Say how many of the lines below contain the word "NORTHEAST"; nothing else belongs in the answer.
☆ ☆ ☆
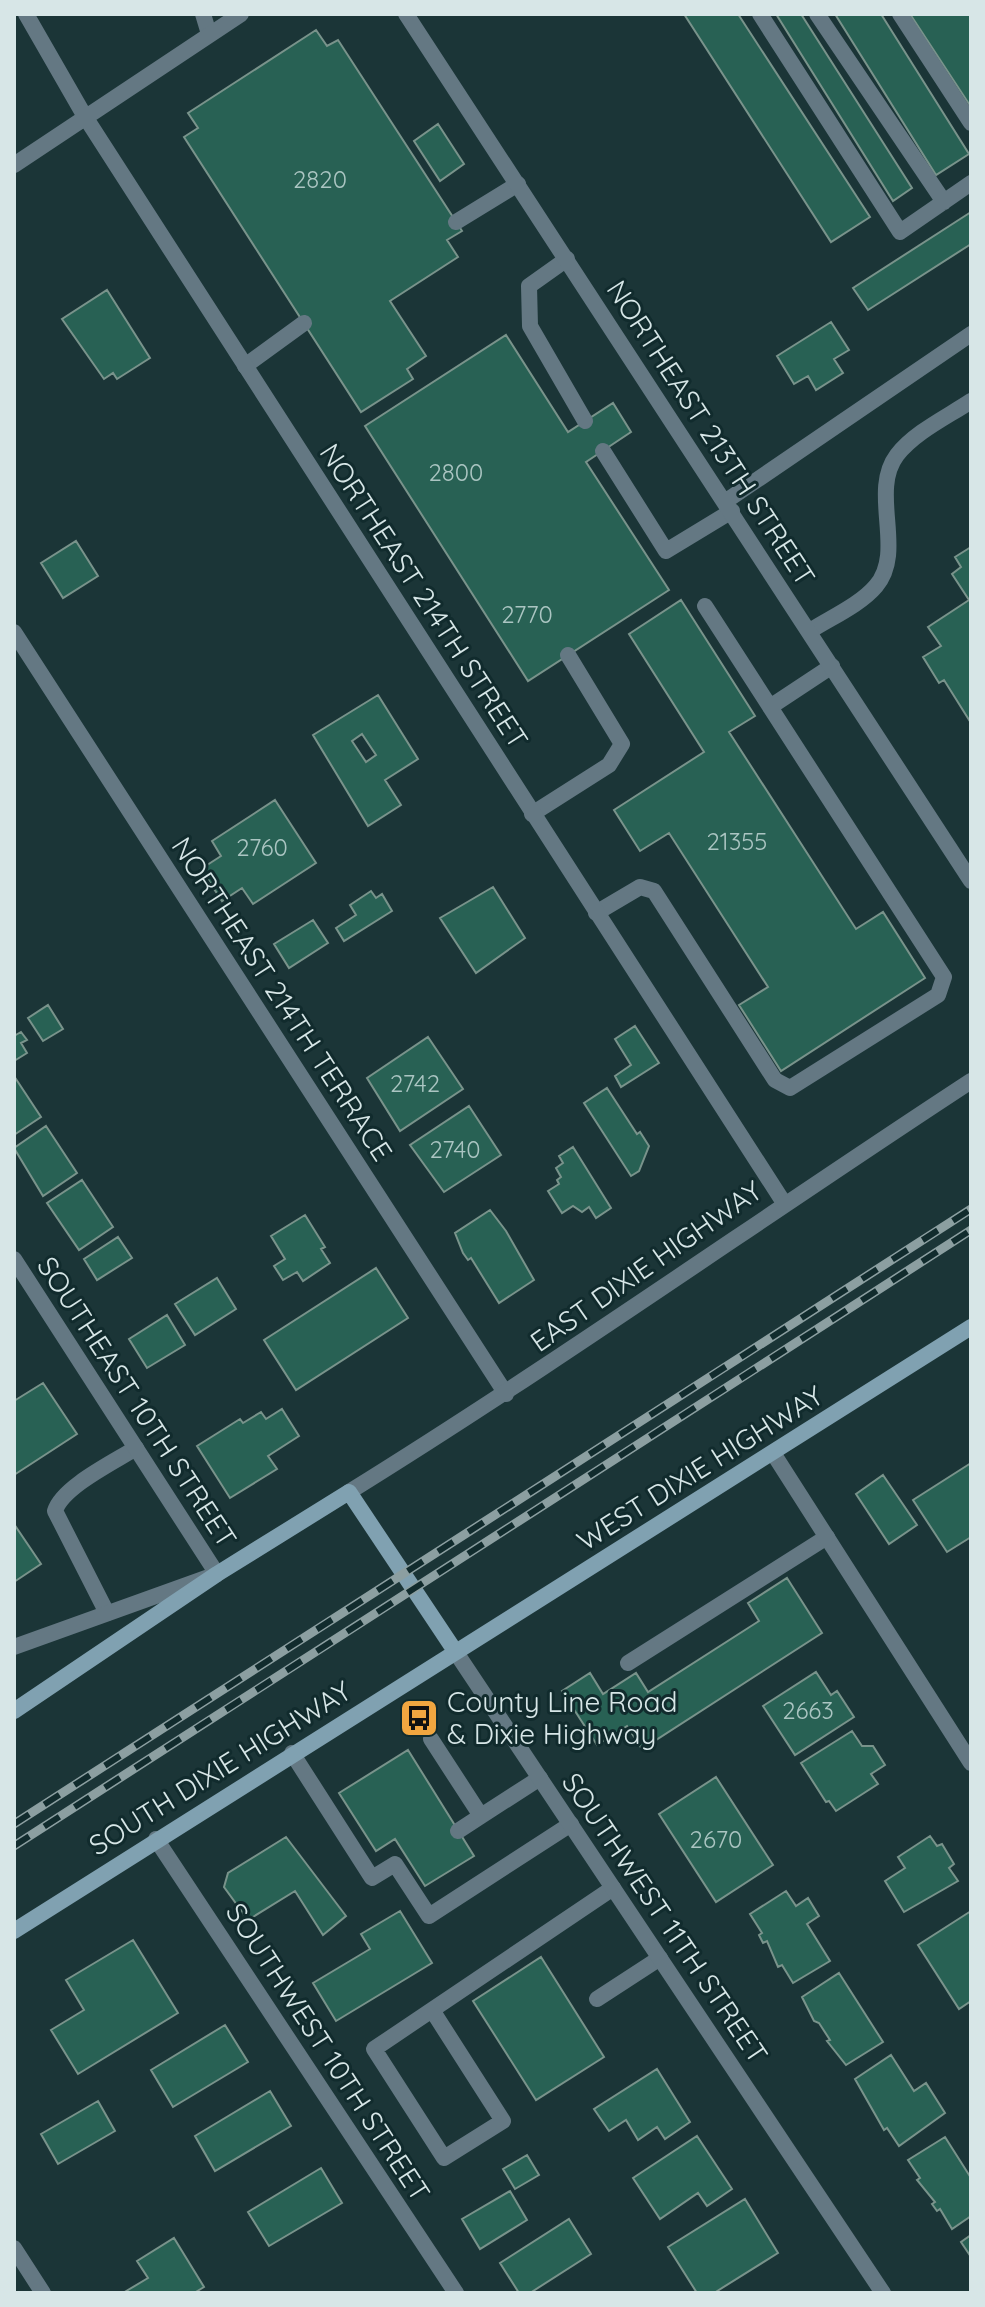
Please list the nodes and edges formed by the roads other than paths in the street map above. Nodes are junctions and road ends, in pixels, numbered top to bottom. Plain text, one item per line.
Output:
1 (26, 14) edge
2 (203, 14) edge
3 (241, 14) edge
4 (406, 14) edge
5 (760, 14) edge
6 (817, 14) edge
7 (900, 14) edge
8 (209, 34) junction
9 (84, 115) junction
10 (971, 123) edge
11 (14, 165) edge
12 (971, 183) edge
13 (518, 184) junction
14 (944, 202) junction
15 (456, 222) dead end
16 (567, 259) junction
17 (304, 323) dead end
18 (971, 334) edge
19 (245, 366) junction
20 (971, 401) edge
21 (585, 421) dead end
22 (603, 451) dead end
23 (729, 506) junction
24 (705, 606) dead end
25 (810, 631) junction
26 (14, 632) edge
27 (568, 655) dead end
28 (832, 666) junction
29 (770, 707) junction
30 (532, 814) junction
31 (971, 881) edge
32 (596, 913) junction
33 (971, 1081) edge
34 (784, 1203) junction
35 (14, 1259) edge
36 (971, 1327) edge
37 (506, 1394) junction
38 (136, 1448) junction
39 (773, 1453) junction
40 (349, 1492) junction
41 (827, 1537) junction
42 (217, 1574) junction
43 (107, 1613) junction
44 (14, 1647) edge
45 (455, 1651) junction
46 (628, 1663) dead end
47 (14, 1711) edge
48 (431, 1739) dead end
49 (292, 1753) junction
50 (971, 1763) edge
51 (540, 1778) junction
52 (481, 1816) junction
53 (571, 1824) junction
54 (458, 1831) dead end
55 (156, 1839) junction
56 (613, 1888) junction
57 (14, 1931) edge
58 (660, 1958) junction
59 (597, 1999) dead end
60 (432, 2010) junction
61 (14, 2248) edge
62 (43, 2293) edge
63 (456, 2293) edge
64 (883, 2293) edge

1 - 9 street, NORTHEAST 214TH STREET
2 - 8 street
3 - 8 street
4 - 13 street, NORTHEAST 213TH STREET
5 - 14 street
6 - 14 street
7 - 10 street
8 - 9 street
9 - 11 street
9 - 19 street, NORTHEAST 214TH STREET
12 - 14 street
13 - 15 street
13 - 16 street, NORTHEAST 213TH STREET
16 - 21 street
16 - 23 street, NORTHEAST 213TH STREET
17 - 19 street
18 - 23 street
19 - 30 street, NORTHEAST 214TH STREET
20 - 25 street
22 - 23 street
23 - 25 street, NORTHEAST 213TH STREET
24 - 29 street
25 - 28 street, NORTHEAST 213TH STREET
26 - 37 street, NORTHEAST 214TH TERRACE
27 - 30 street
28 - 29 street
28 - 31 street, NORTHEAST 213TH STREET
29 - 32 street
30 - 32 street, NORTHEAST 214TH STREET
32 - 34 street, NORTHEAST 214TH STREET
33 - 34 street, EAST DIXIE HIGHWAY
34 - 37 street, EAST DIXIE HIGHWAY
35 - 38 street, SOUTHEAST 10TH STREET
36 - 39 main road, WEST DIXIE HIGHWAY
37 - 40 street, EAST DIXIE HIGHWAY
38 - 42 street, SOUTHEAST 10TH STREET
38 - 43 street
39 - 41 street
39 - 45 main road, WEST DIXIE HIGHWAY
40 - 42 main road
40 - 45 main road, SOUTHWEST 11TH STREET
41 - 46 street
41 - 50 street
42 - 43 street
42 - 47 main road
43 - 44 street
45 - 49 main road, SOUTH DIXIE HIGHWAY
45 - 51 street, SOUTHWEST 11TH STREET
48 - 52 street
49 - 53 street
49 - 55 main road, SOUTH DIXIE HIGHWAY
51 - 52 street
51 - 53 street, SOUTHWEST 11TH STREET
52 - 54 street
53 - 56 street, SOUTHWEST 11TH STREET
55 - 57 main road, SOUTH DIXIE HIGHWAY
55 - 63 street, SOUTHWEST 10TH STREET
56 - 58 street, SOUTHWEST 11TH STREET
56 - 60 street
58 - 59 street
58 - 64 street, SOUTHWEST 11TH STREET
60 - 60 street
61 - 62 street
☆ ☆ ☆
RESPONSE FOR THIS EXERCISE: 12